Suddenly, one of them noticed that someone was approaching and slowly turned to look at Colin, Waite, and Lovia.
It was an old man. His hair had already turned entirely white. Deep wrinkles marked his forehead and the corners of his mouth. His eyes were light blue yet hollow. His expression was numb and lost.
Colin Iliad’s pupils abruptly contracted. He recognized who the other party was.
This was his brother. His brother who had been possessed by Amon. His brother whose life he had personally ended.
At that very moment, the other figures also turned around, revealing faces Colin, Waite, and Lovia found extremely familiar—yet all were abnormally numb.
Lovia’s expression still showed no obvious change. But behind her, at some unknown moment, a five-meter-tall illusory knight had appeared.

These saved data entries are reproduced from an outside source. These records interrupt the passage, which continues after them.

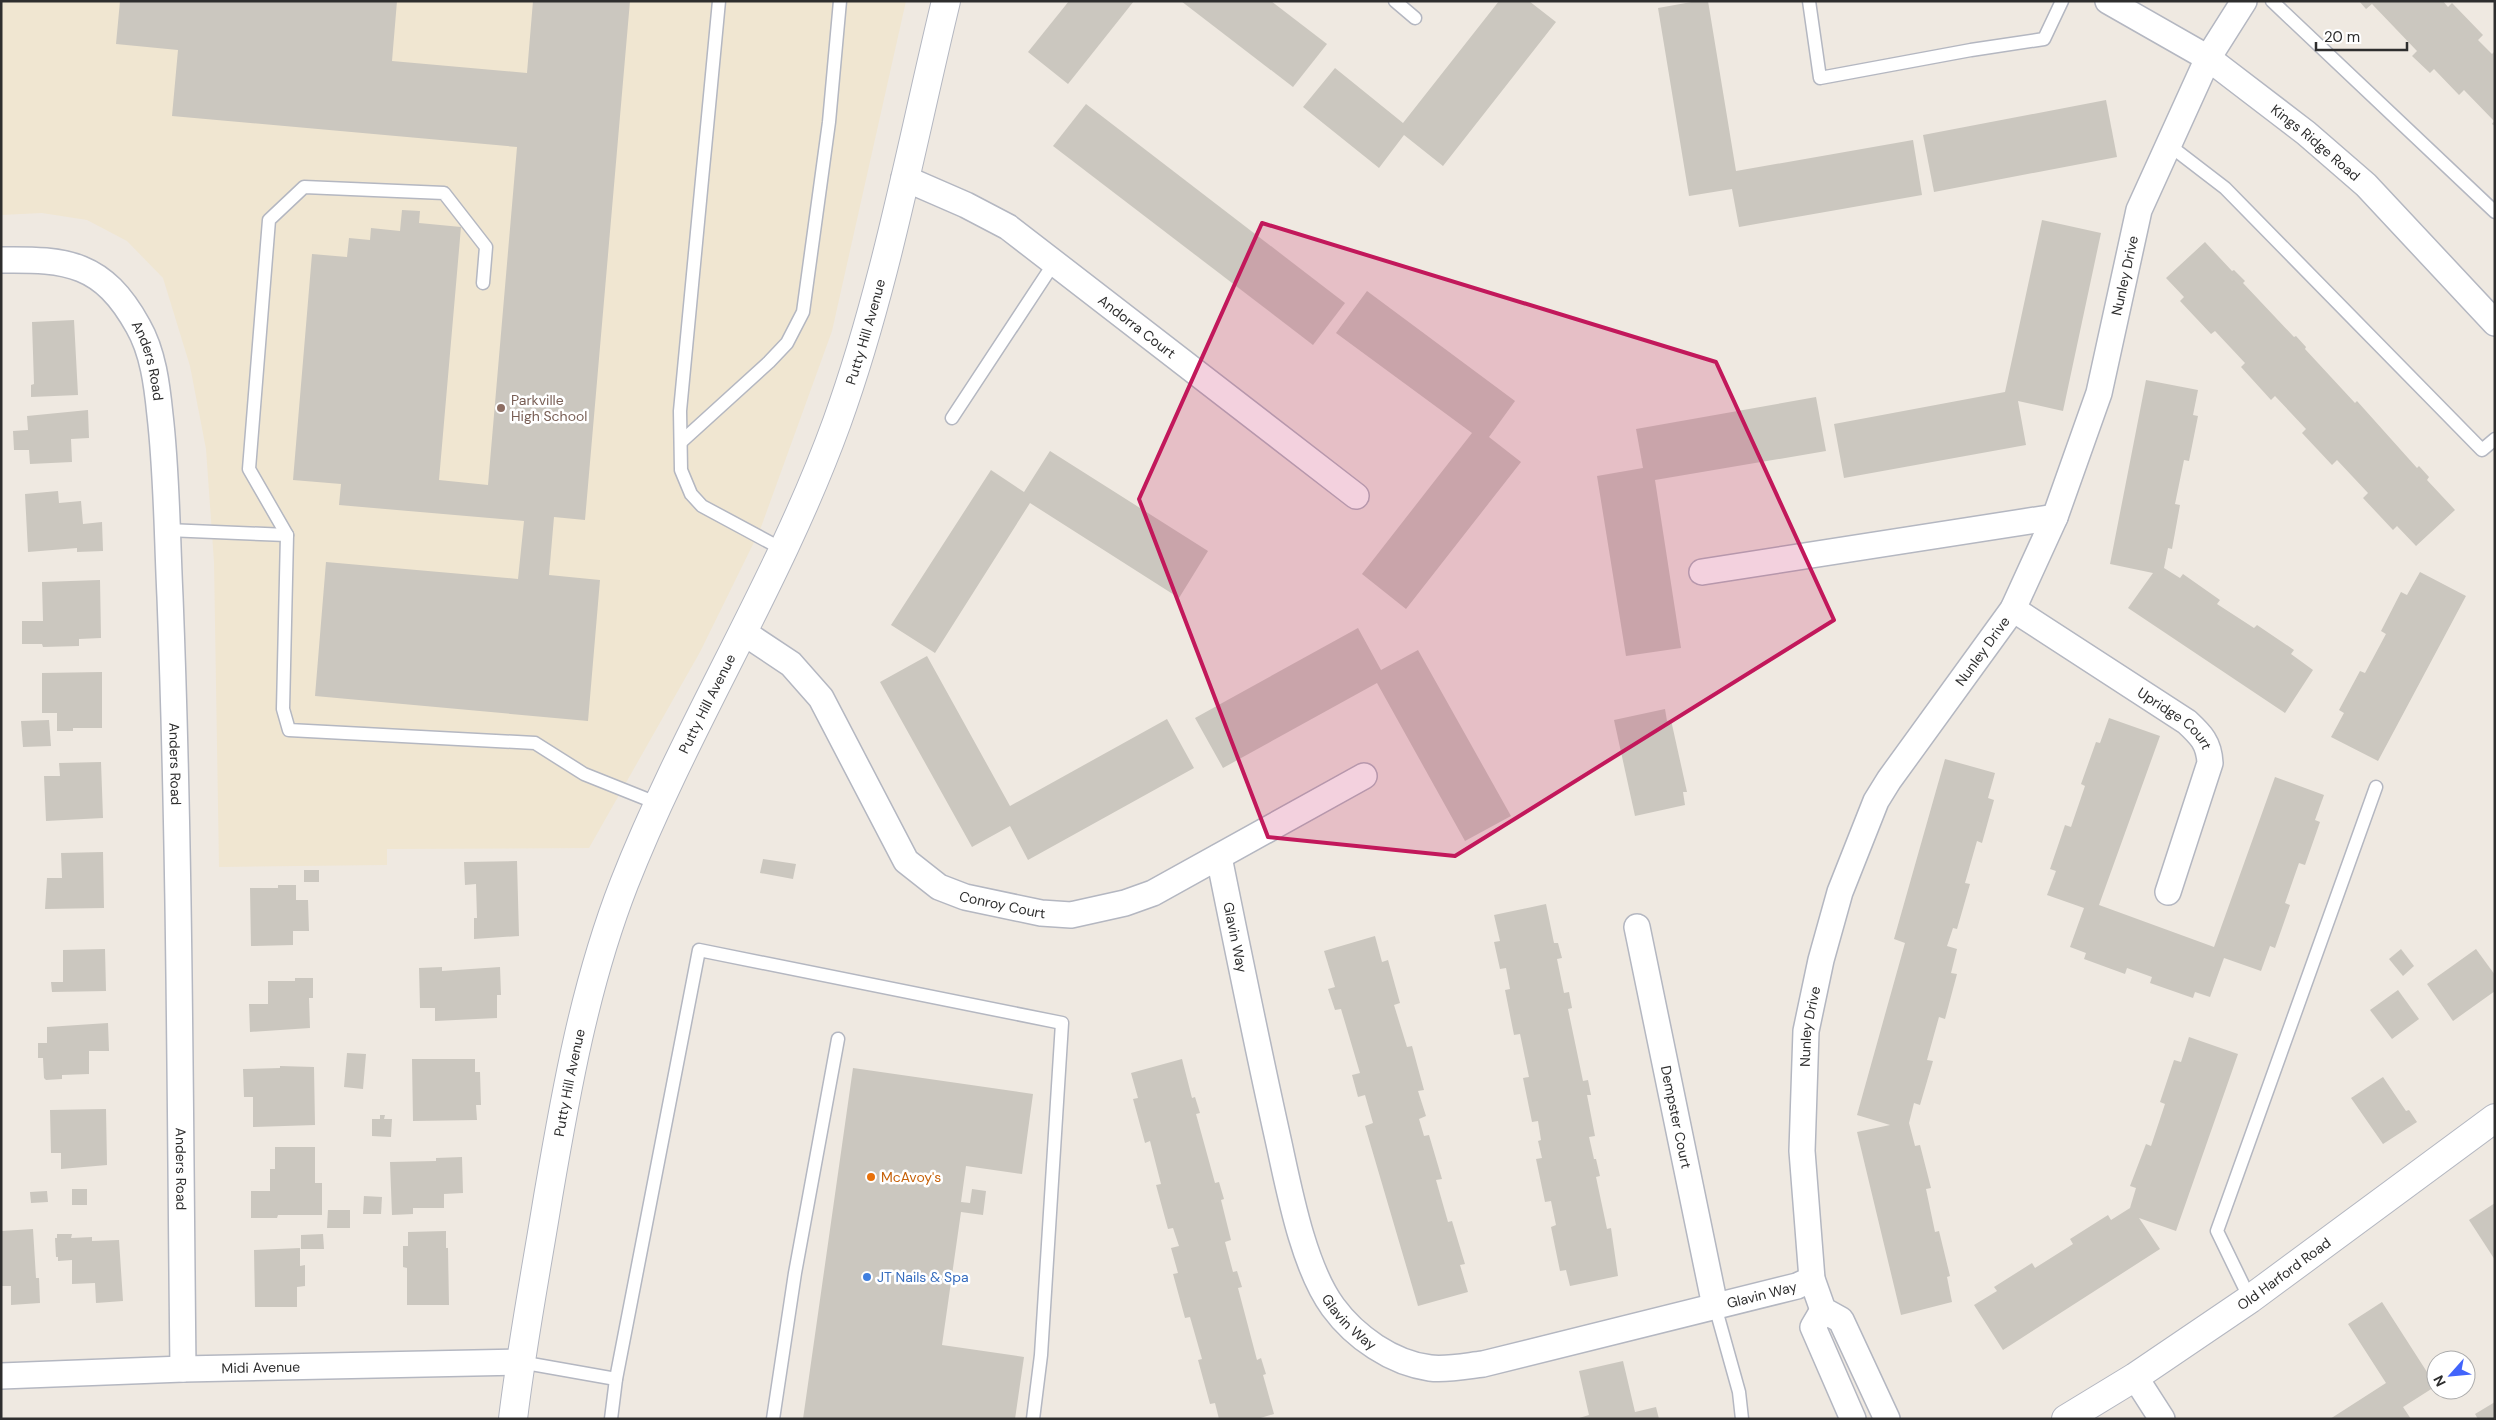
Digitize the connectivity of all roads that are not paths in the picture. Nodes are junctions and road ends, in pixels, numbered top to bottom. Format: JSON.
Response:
{"nodes":[{"id":1,"x":719,"y":1,"type":"edge"},
{"id":2,"x":840,"y":1,"type":"edge"},
{"id":3,"x":946,"y":1,"type":"edge"},
{"id":4,"x":1395,"y":1,"type":"edge"},
{"id":5,"x":1809,"y":1,"type":"edge"},
{"id":6,"x":2062,"y":1,"type":"edge"},
{"id":7,"x":2108,"y":1,"type":"edge"},
{"id":8,"x":2244,"y":1,"type":"edge"},
{"id":9,"x":2272,"y":1,"type":"edge"},
{"id":10,"x":1416,"y":18,"type":"dead end"},
{"id":11,"x":2208,"y":58,"type":"junction"},
{"id":12,"x":2169,"y":144,"type":"junction"},
{"id":13,"x":904,"y":178,"type":"junction"},
{"id":14,"x":2495,"y":212,"type":"edge"},
{"id":15,"x":1,"y":260,"type":"edge"},
{"id":16,"x":1054,"y":263,"type":"junction"},
{"id":17,"x":483,"y":283,"type":"dead end"},
{"id":18,"x":2495,"y":322,"type":"edge"},
{"id":19,"x":952,"y":418,"type":"dead end"},
{"id":20,"x":2495,"y":439,"type":"edge"},
{"id":21,"x":681,"y":442,"type":"junction"},
{"id":22,"x":1356,"y":496,"type":"dead end"},
{"id":23,"x":2055,"y":517,"type":"junction"},
{"id":24,"x":167,"y":530,"type":"junction"},
{"id":25,"x":287,"y":536,"type":"junction"},
{"id":26,"x":782,"y":549,"type":"junction"},
{"id":27,"x":1702,"y":572,"type":"dead end"},
{"id":28,"x":2013,"y":609,"type":"junction"},
{"id":29,"x":743,"y":632,"type":"junction"},
{"id":30,"x":1364,"y":776,"type":"dead end"},
{"id":31,"x":2376,"y":787,"type":"dead end"},
{"id":32,"x":659,"y":804,"type":"junction"},
{"id":33,"x":1219,"y":857,"type":"junction"},
{"id":34,"x":2168,"y":892,"type":"dead end"},
{"id":35,"x":1637,"y":927,"type":"dead end"},
{"id":36,"x":838,"y":1040,"type":"dead end"},
{"id":37,"x":2495,"y":1118,"type":"edge"},
{"id":38,"x":1812,"y":1279,"type":"junction"},
{"id":39,"x":2250,"y":1299,"type":"junction"},
{"id":40,"x":1715,"y":1306,"type":"junction"},
{"id":41,"x":1823,"y":1310,"type":"junction"},
{"id":42,"x":520,"y":1362,"type":"junction"},
{"id":43,"x":183,"y":1369,"type":"junction"},
{"id":44,"x":1,"y":1376,"type":"edge"},
{"id":45,"x":2135,"y":1377,"type":"junction"},
{"id":46,"x":616,"y":1379,"type":"junction"},
{"id":47,"x":513,"y":1419,"type":"edge"},
{"id":48,"x":611,"y":1419,"type":"edge"},
{"id":49,"x":773,"y":1419,"type":"edge"},
{"id":50,"x":1032,"y":1419,"type":"edge"},
{"id":51,"x":1742,"y":1419,"type":"edge"},
{"id":52,"x":1853,"y":1419,"type":"edge"},
{"id":53,"x":1887,"y":1419,"type":"edge"},
{"id":54,"x":2066,"y":1419,"type":"edge"},
{"id":55,"x":2162,"y":1419,"type":"edge"}],
"edges":[{"from":1,"to":21,"type":"lane"},
{"from":2,"to":21,"type":"lane"},
{"from":3,"to":13,"type":"main road","name":"Putty Hill Avenue"},
{"from":4,"to":10,"type":"lane"},
{"from":5,"to":6,"type":"lane"},
{"from":7,"to":11,"type":"street","name":"Kings Ridge Road"},
{"from":8,"to":11,"type":"street","name":"Nunley Drive"},
{"from":9,"to":14,"type":"lane"},
{"from":11,"to":12,"type":"street","name":"Nunley Drive"},
{"from":11,"to":18,"type":"street","name":"Kings Ridge Road"},
{"from":12,"to":20,"type":"lane"},
{"from":12,"to":23,"type":"street","name":"Nunley Drive"},
{"from":13,"to":16,"type":"street","name":"Andorra Court"},
{"from":13,"to":26,"type":"main road","name":"Putty Hill Avenue"},
{"from":15,"to":24,"type":"street","name":"Anders Road"},
{"from":16,"to":19,"type":"lane"},
{"from":16,"to":22,"type":"street","name":"Andorra Court"},
{"from":17,"to":25,"type":"lane"},
{"from":21,"to":26,"type":"lane"},
{"from":23,"to":27,"type":"street"},
{"from":23,"to":28,"type":"street","name":"Nunley Drive"},
{"from":24,"to":25,"type":"lane"},
{"from":24,"to":43,"type":"street","name":"Anders Road"},
{"from":25,"to":32,"type":"lane"},
{"from":26,"to":29,"type":"main road","name":"Putty Hill Avenue"},
{"from":28,"to":34,"type":"street","name":"Upridge Court"},
{"from":28,"to":38,"type":"street","name":"Nunley Drive"},
{"from":29,"to":32,"type":"main road","name":"Putty Hill Avenue"},
{"from":29,"to":33,"type":"street","name":"Conroy Court"},
{"from":30,"to":33,"type":"street","name":"Conroy Court"},
{"from":31,"to":39,"type":"lane"},
{"from":32,"to":42,"type":"main road","name":"Putty Hill Avenue"},
{"from":33,"to":40,"type":"street","name":"Glavin Way"},
{"from":35,"to":40,"type":"street","name":"Dempster Court"},
{"from":36,"to":49,"type":"lane"},
{"from":37,"to":39,"type":"main road","name":"Old Harford Road"},
{"from":38,"to":40,"type":"street","name":"Glavin Way"},
{"from":38,"to":41,"type":"street","name":"Nunley Drive"},
{"from":39,"to":45,"type":"main road","name":"Old Harford Road"},
{"from":40,"to":51,"type":"lane"},
{"from":41,"to":52,"type":"street"},
{"from":41,"to":53,"type":"street"},
{"from":42,"to":43,"type":"street","name":"Midi Avenue"},
{"from":42,"to":46,"type":"lane"},
{"from":42,"to":47,"type":"main road","name":"Putty Hill Avenue"},
{"from":43,"to":44,"type":"street","name":"Midi Avenue"},
{"from":45,"to":54,"type":"main road","name":"Old Harford Road"},
{"from":45,"to":55,"type":"street"},
{"from":46,"to":48,"type":"lane"},
{"from":46,"to":50,"type":"lane"}]}
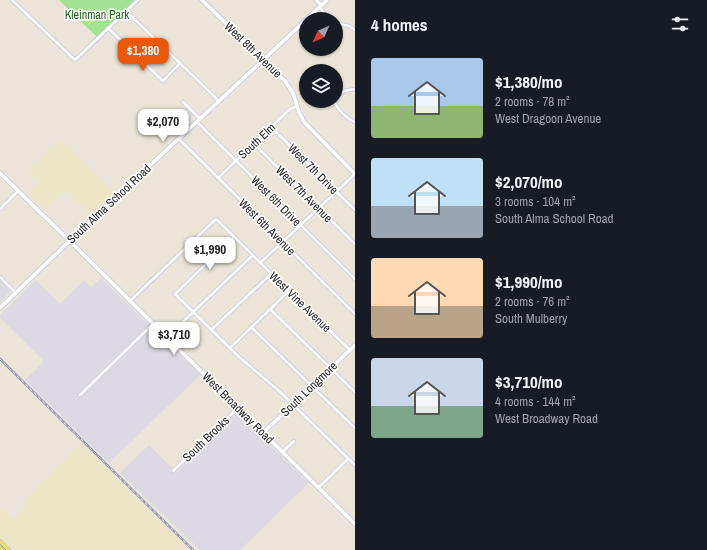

This knight wore ancient silver full-body armor. Its eyes were dark red like blood, burning like flames.
…
After carefully traveling along the “safe route” for over ten seconds, Klein arrived at Bodo Harbor in the Berserk Sea. This place lay away from the main routes and belonged to no country. It was a free city for pirates.
After stepping onto the surface of the rocks, Klein, who had casually pinched himself a stranger’s face, did not hurry into the small port city whose buildings were jumbled without order. Instead, he reached into his pocket and took out an iron cigarette case.
During the process of shuttling through the spirit-world “Berserk Sea,” he had sensed Azik’s copper whistle trembling faintly!
After removing the wall of spirituality, Klein opened the cigarette case and grasped the ancient and exquisite copper whistle.
The copper whistle had lost its usual cold gentleness, acquiring a slight burning sensation. But this abnormality was rapidly fading.